Without changing anything, transcribe all of the entries.

Dataset entries:
________

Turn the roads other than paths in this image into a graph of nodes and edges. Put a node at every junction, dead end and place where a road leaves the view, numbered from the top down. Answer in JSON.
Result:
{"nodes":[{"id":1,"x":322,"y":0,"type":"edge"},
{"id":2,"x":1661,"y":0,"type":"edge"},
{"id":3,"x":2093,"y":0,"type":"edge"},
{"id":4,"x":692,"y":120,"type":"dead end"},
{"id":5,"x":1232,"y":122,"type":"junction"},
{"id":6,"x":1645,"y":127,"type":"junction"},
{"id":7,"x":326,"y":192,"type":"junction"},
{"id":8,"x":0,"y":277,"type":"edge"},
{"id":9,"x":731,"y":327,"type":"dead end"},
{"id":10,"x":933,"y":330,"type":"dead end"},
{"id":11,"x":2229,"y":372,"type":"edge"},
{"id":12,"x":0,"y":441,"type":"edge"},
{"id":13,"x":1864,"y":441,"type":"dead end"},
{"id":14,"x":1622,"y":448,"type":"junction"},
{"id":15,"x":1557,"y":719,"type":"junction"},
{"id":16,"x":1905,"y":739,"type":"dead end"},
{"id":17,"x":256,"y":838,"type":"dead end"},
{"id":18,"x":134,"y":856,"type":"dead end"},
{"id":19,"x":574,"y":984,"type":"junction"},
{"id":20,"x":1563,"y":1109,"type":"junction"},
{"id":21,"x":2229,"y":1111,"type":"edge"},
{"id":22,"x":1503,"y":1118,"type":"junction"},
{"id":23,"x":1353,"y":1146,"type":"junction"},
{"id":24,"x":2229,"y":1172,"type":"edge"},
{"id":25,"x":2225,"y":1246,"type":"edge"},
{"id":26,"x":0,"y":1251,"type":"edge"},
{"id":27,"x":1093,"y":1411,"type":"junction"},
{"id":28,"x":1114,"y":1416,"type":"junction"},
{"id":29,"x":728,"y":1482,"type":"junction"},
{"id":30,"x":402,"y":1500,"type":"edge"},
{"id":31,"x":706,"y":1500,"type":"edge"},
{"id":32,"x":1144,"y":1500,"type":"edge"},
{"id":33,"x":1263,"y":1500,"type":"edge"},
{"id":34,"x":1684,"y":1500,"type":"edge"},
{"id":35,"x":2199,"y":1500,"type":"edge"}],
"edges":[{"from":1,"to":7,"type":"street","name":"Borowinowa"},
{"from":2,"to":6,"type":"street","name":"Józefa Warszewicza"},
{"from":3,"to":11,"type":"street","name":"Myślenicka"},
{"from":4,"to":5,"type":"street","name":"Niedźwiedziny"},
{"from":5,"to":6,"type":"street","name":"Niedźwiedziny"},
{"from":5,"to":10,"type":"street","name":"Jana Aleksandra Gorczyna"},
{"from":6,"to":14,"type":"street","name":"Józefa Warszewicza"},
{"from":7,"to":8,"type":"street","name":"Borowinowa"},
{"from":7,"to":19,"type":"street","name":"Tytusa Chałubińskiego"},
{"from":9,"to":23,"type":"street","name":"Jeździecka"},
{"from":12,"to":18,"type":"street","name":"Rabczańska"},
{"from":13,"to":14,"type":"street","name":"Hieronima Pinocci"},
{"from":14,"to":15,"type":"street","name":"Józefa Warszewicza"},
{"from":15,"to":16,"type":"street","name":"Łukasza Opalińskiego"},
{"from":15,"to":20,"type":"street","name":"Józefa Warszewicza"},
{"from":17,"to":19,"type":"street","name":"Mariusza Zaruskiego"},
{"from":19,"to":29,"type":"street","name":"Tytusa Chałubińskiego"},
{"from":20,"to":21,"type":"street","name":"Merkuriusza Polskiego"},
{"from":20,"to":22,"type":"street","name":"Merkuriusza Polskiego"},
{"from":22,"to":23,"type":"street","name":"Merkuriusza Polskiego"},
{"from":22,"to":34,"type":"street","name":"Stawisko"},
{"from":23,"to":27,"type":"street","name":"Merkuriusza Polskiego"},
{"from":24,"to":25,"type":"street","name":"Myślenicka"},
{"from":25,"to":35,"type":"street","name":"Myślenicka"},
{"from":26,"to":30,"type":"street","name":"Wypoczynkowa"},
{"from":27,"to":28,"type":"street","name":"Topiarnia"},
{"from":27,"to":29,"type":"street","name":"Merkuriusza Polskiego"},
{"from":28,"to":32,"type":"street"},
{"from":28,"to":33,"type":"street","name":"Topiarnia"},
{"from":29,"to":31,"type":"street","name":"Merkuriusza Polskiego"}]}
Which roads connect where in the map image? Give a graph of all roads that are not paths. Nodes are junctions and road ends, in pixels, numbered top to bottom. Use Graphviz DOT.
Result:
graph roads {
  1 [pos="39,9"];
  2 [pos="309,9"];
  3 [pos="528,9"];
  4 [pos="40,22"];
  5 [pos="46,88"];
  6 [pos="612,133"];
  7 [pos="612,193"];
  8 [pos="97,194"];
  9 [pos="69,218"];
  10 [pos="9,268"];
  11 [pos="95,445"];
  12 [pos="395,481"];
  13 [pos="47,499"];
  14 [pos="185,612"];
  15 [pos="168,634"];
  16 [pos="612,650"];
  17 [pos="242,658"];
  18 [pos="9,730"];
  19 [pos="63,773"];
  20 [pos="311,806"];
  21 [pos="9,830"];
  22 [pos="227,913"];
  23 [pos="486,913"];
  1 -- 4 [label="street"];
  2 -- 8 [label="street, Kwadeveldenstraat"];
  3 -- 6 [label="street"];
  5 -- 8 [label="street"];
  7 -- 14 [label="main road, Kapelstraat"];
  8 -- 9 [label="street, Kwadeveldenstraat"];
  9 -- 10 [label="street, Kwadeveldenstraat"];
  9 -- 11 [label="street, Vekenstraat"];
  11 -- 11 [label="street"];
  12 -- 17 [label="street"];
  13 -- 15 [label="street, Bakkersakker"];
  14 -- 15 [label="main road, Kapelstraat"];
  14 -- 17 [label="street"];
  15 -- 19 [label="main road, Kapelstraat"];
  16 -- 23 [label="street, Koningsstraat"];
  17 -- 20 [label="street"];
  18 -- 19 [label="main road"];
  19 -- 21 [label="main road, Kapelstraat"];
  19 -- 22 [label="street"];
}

________

§ OUTPUT BELOW
Turn the roads other than paths in this image into a graph of nodes and edges. Put a node at every junction, dead end and place where a road leaves the view, numbered from the top down. Answer in JSON.
Result:
{"nodes":[{"id":1,"x":322,"y":0,"type":"edge"},
{"id":2,"x":1661,"y":0,"type":"edge"},
{"id":3,"x":2093,"y":0,"type":"edge"},
{"id":4,"x":692,"y":120,"type":"dead end"},
{"id":5,"x":1232,"y":122,"type":"junction"},
{"id":6,"x":1645,"y":127,"type":"junction"},
{"id":7,"x":326,"y":192,"type":"junction"},
{"id":8,"x":0,"y":277,"type":"edge"},
{"id":9,"x":731,"y":327,"type":"dead end"},
{"id":10,"x":933,"y":330,"type":"dead end"},
{"id":11,"x":2229,"y":372,"type":"edge"},
{"id":12,"x":0,"y":441,"type":"edge"},
{"id":13,"x":1864,"y":441,"type":"dead end"},
{"id":14,"x":1622,"y":448,"type":"junction"},
{"id":15,"x":1557,"y":719,"type":"junction"},
{"id":16,"x":1905,"y":739,"type":"dead end"},
{"id":17,"x":256,"y":838,"type":"dead end"},
{"id":18,"x":134,"y":856,"type":"dead end"},
{"id":19,"x":574,"y":984,"type":"junction"},
{"id":20,"x":1563,"y":1109,"type":"junction"},
{"id":21,"x":2229,"y":1111,"type":"edge"},
{"id":22,"x":1503,"y":1118,"type":"junction"},
{"id":23,"x":1353,"y":1146,"type":"junction"},
{"id":24,"x":2229,"y":1172,"type":"edge"},
{"id":25,"x":2225,"y":1246,"type":"edge"},
{"id":26,"x":0,"y":1251,"type":"edge"},
{"id":27,"x":1093,"y":1411,"type":"junction"},
{"id":28,"x":1114,"y":1416,"type":"junction"},
{"id":29,"x":728,"y":1482,"type":"junction"},
{"id":30,"x":402,"y":1500,"type":"edge"},
{"id":31,"x":706,"y":1500,"type":"edge"},
{"id":32,"x":1144,"y":1500,"type":"edge"},
{"id":33,"x":1263,"y":1500,"type":"edge"},
{"id":34,"x":1684,"y":1500,"type":"edge"},
{"id":35,"x":2199,"y":1500,"type":"edge"}],
"edges":[{"from":1,"to":7,"type":"street","name":"Borowinowa"},
{"from":2,"to":6,"type":"street","name":"Józefa Warszewicza"},
{"from":3,"to":11,"type":"street","name":"Myślenicka"},
{"from":4,"to":5,"type":"street","name":"Niedźwiedziny"},
{"from":5,"to":6,"type":"street","name":"Niedźwiedziny"},
{"from":5,"to":10,"type":"street","name":"Jana Aleksandra Gorczyna"},
{"from":6,"to":14,"type":"street","name":"Józefa Warszewicza"},
{"from":7,"to":8,"type":"street","name":"Borowinowa"},
{"from":7,"to":19,"type":"street","name":"Tytusa Chałubińskiego"},
{"from":9,"to":23,"type":"street","name":"Jeździecka"},
{"from":12,"to":18,"type":"street","name":"Rabczańska"},
{"from":13,"to":14,"type":"street","name":"Hieronima Pinocci"},
{"from":14,"to":15,"type":"street","name":"Józefa Warszewicza"},
{"from":15,"to":16,"type":"street","name":"Łukasza Opalińskiego"},
{"from":15,"to":20,"type":"street","name":"Józefa Warszewicza"},
{"from":17,"to":19,"type":"street","name":"Mariusza Zaruskiego"},
{"from":19,"to":29,"type":"street","name":"Tytusa Chałubińskiego"},
{"from":20,"to":21,"type":"street","name":"Merkuriusza Polskiego"},
{"from":20,"to":22,"type":"street","name":"Merkuriusza Polskiego"},
{"from":22,"to":23,"type":"street","name":"Merkuriusza Polskiego"},
{"from":22,"to":34,"type":"street","name":"Stawisko"},
{"from":23,"to":27,"type":"street","name":"Merkuriusza Polskiego"},
{"from":24,"to":25,"type":"street","name":"Myślenicka"},
{"from":25,"to":35,"type":"street","name":"Myślenicka"},
{"from":26,"to":30,"type":"street","name":"Wypoczynkowa"},
{"from":27,"to":28,"type":"street","name":"Topiarnia"},
{"from":27,"to":29,"type":"street","name":"Merkuriusza Polskiego"},
{"from":28,"to":32,"type":"street"},
{"from":28,"to":33,"type":"street","name":"Topiarnia"},
{"from":29,"to":31,"type":"street","name":"Merkuriusza Polskiego"}]}
Which roads connect where in the map image? Give a graph of all roads that are not paths. Nodes are junctions and road ends, in pixels, numbered top to bottom. Use Graphviz DOT.
Result:
graph roads {
  1 [pos="39,9"];
  2 [pos="309,9"];
  3 [pos="528,9"];
  4 [pos="40,22"];
  5 [pos="46,88"];
  6 [pos="612,133"];
  7 [pos="612,193"];
  8 [pos="97,194"];
  9 [pos="69,218"];
  10 [pos="9,268"];
  11 [pos="95,445"];
  12 [pos="395,481"];
  13 [pos="47,499"];
  14 [pos="185,612"];
  15 [pos="168,634"];
  16 [pos="612,650"];
  17 [pos="242,658"];
  18 [pos="9,730"];
  19 [pos="63,773"];
  20 [pos="311,806"];
  21 [pos="9,830"];
  22 [pos="227,913"];
  23 [pos="486,913"];
  1 -- 4 [label="street"];
  2 -- 8 [label="street, Kwadeveldenstraat"];
  3 -- 6 [label="street"];
  5 -- 8 [label="street"];
  7 -- 14 [label="main road, Kapelstraat"];
  8 -- 9 [label="street, Kwadeveldenstraat"];
  9 -- 10 [label="street, Kwadeveldenstraat"];
  9 -- 11 [label="street, Vekenstraat"];
  11 -- 11 [label="street"];
  12 -- 17 [label="street"];
  13 -- 15 [label="street, Bakkersakker"];
  14 -- 15 [label="main road, Kapelstraat"];
  14 -- 17 [label="street"];
  15 -- 19 [label="main road, Kapelstraat"];
  16 -- 23 [label="street, Koningsstraat"];
  17 -- 20 [label="street"];
  18 -- 19 [label="main road"];
  19 -- 21 [label="main road, Kapelstraat"];
  19 -- 22 [label="street"];
}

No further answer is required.